**EXERCISE DETAILS**
Print out the data precisely as it appears here, with no pictures.

*** Block opens ***

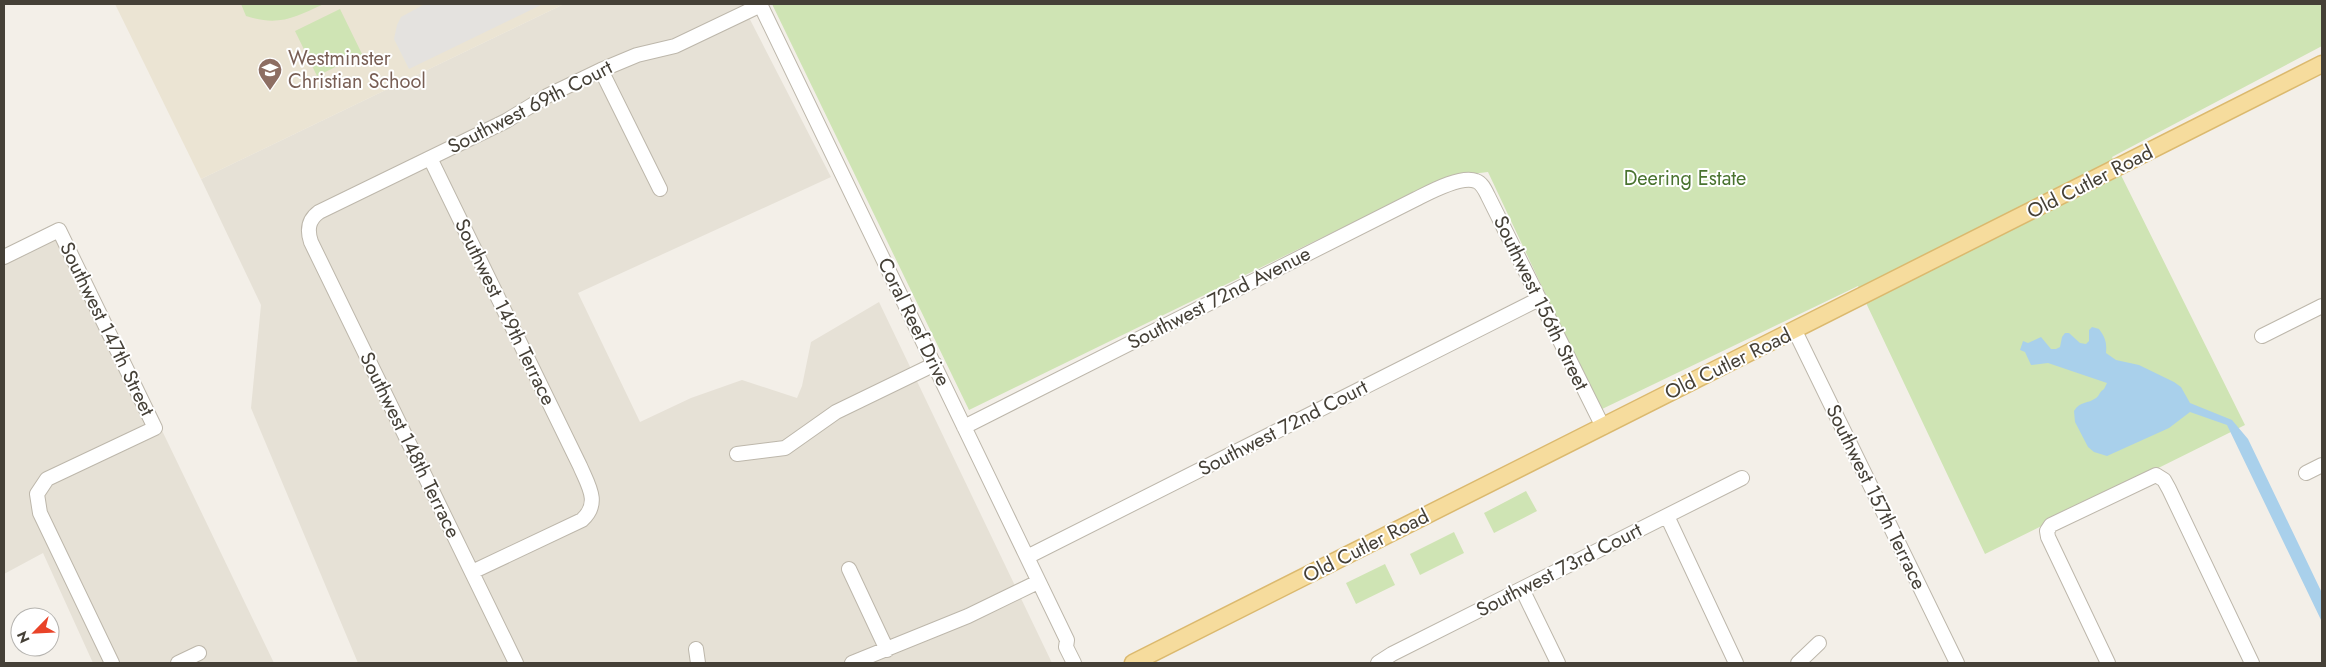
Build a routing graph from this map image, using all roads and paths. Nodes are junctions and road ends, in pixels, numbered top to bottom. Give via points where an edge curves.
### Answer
1 (760, 4) edge
2 (2322, 64) edge
3 (601, 70) junction
4 (430, 158) junction
5 (1477, 181) joint
6 (660, 189) dead end
7 (309, 225) joint
8 (4, 257) edge
9 (1539, 299) junction
10 (2322, 306) edge
11 (1795, 331) junction
12 (2262, 336) dead end
13 (935, 364) junction
14 (964, 427) junction
15 (1603, 427) junction
16 (737, 454) dead end
17 (2322, 465) edge
18 (2306, 473) dead end
19 (1742, 478) dead end
20 (1667, 516) junction
21 (1027, 557) junction
22 (849, 569) dead end
23 (472, 572) junction
24 (1038, 582) junction
25 (1522, 589) junction
26 (1067, 640) junction
27 (1819, 643) dead end
28 (696, 649) dead end
29 (886, 650) junction
30 (199, 653) dead end
31 (112, 663) edge
32 (178, 663) edge
33 (516, 663) edge
34 (698, 663) edge
35 (852, 663) edge
36 (1074, 663) edge
37 (1084, 663) edge
38 (1133, 663) edge
39 (1378, 663) edge
40 (1558, 663) edge
41 (1736, 663) edge
42 (1798, 663) edge
43 (1957, 663) edge
44 (2108, 663) edge
45 (2252, 663) edge

1 - 3 street, Southwest 69th Court via 670,48 639,54
1 - 13 street, Coral Reef Drive
2 - 11 main road, Old Cutler Road
3 - 4 street, Southwest 69th Court
3 - 6 street
4 - 7 street, Southwest 69th Court via 319,212
4 - 23 street, Southwest 149th Terrace via 580,466 593,499 587,515 575,523
5 - 9 street, Southwest 156th Street via 1488,196
5 - 14 street, Southwest 72nd Avenue via 1454,183 1416,199
7 - 23 street, Southwest 148th Terrace via 311,242
8 - 31 street, Southwest 147th Street via 60,230 155,428 47,479 37,494 40,513
9 - 15 street, Southwest 156th Street
9 - 21 street, Southwest 72nd Court
10 - 12 street
11 - 15 main road, Old Cutler Road
11 - 43 street, Southwest 157th Terrace
13 - 14 street, Coral Reef Drive
13 - 16 street via 834,414 785,448
14 - 21 street, Coral Reef Drive
15 - 38 main road, Old Cutler Road
17 - 18 street
19 - 20 street, Southwest 73rd Court
20 - 25 street, Southwest 73rd Court
20 - 41 street
21 - 24 street, Coral Reef Drive
22 - 29 street
23 - 33 street, Southwest 148th Terrace
24 - 26 street, Coral Reef Drive
24 - 29 street
25 - 39 street, Southwest 73rd Court
25 - 40 street
26 - 36 street, Coral Reef Drive via 1066,647
26 - 37 street, Coral Reef Drive
27 - 42 street
28 - 34 street
29 - 35 street
30 - 32 street
44 - 45 street via 2047,533 2052,525 2154,476 2160,477 2167,485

*** Block closes ***

**ANSWER AREA**
Build a routing graph from this map image, using all roads and paths. Nodes are junctions and road ends, in pixels, numbered top to bottom. Give via points where an edge curves.
### Answer
1 (760, 4) edge
2 (2322, 64) edge
3 (601, 70) junction
4 (430, 158) junction
5 (1477, 181) joint
6 (660, 189) dead end
7 (309, 225) joint
8 (4, 257) edge
9 (1539, 299) junction
10 (2322, 306) edge
11 (1795, 331) junction
12 (2262, 336) dead end
13 (935, 364) junction
14 (964, 427) junction
15 (1603, 427) junction
16 (737, 454) dead end
17 (2322, 465) edge
18 (2306, 473) dead end
19 (1742, 478) dead end
20 (1667, 516) junction
21 (1027, 557) junction
22 (849, 569) dead end
23 (472, 572) junction
24 (1038, 582) junction
25 (1522, 589) junction
26 (1067, 640) junction
27 (1819, 643) dead end
28 (696, 649) dead end
29 (886, 650) junction
30 (199, 653) dead end
31 (112, 663) edge
32 (178, 663) edge
33 (516, 663) edge
34 (698, 663) edge
35 (852, 663) edge
36 (1074, 663) edge
37 (1084, 663) edge
38 (1133, 663) edge
39 (1378, 663) edge
40 (1558, 663) edge
41 (1736, 663) edge
42 (1798, 663) edge
43 (1957, 663) edge
44 (2108, 663) edge
45 (2252, 663) edge

1 - 3 street, Southwest 69th Court via 670,48 639,54
1 - 13 street, Coral Reef Drive
2 - 11 main road, Old Cutler Road
3 - 4 street, Southwest 69th Court
3 - 6 street
4 - 7 street, Southwest 69th Court via 319,212
4 - 23 street, Southwest 149th Terrace via 580,466 593,499 587,515 575,523
5 - 9 street, Southwest 156th Street via 1488,196
5 - 14 street, Southwest 72nd Avenue via 1454,183 1416,199
7 - 23 street, Southwest 148th Terrace via 311,242
8 - 31 street, Southwest 147th Street via 60,230 155,428 47,479 37,494 40,513
9 - 15 street, Southwest 156th Street
9 - 21 street, Southwest 72nd Court
10 - 12 street
11 - 15 main road, Old Cutler Road
11 - 43 street, Southwest 157th Terrace
13 - 14 street, Coral Reef Drive
13 - 16 street via 834,414 785,448
14 - 21 street, Coral Reef Drive
15 - 38 main road, Old Cutler Road
17 - 18 street
19 - 20 street, Southwest 73rd Court
20 - 25 street, Southwest 73rd Court
20 - 41 street
21 - 24 street, Coral Reef Drive
22 - 29 street
23 - 33 street, Southwest 148th Terrace
24 - 26 street, Coral Reef Drive
24 - 29 street
25 - 39 street, Southwest 73rd Court
25 - 40 street
26 - 36 street, Coral Reef Drive via 1066,647
26 - 37 street, Coral Reef Drive
27 - 42 street
28 - 34 street
29 - 35 street
30 - 32 street
44 - 45 street via 2047,533 2052,525 2154,476 2160,477 2167,485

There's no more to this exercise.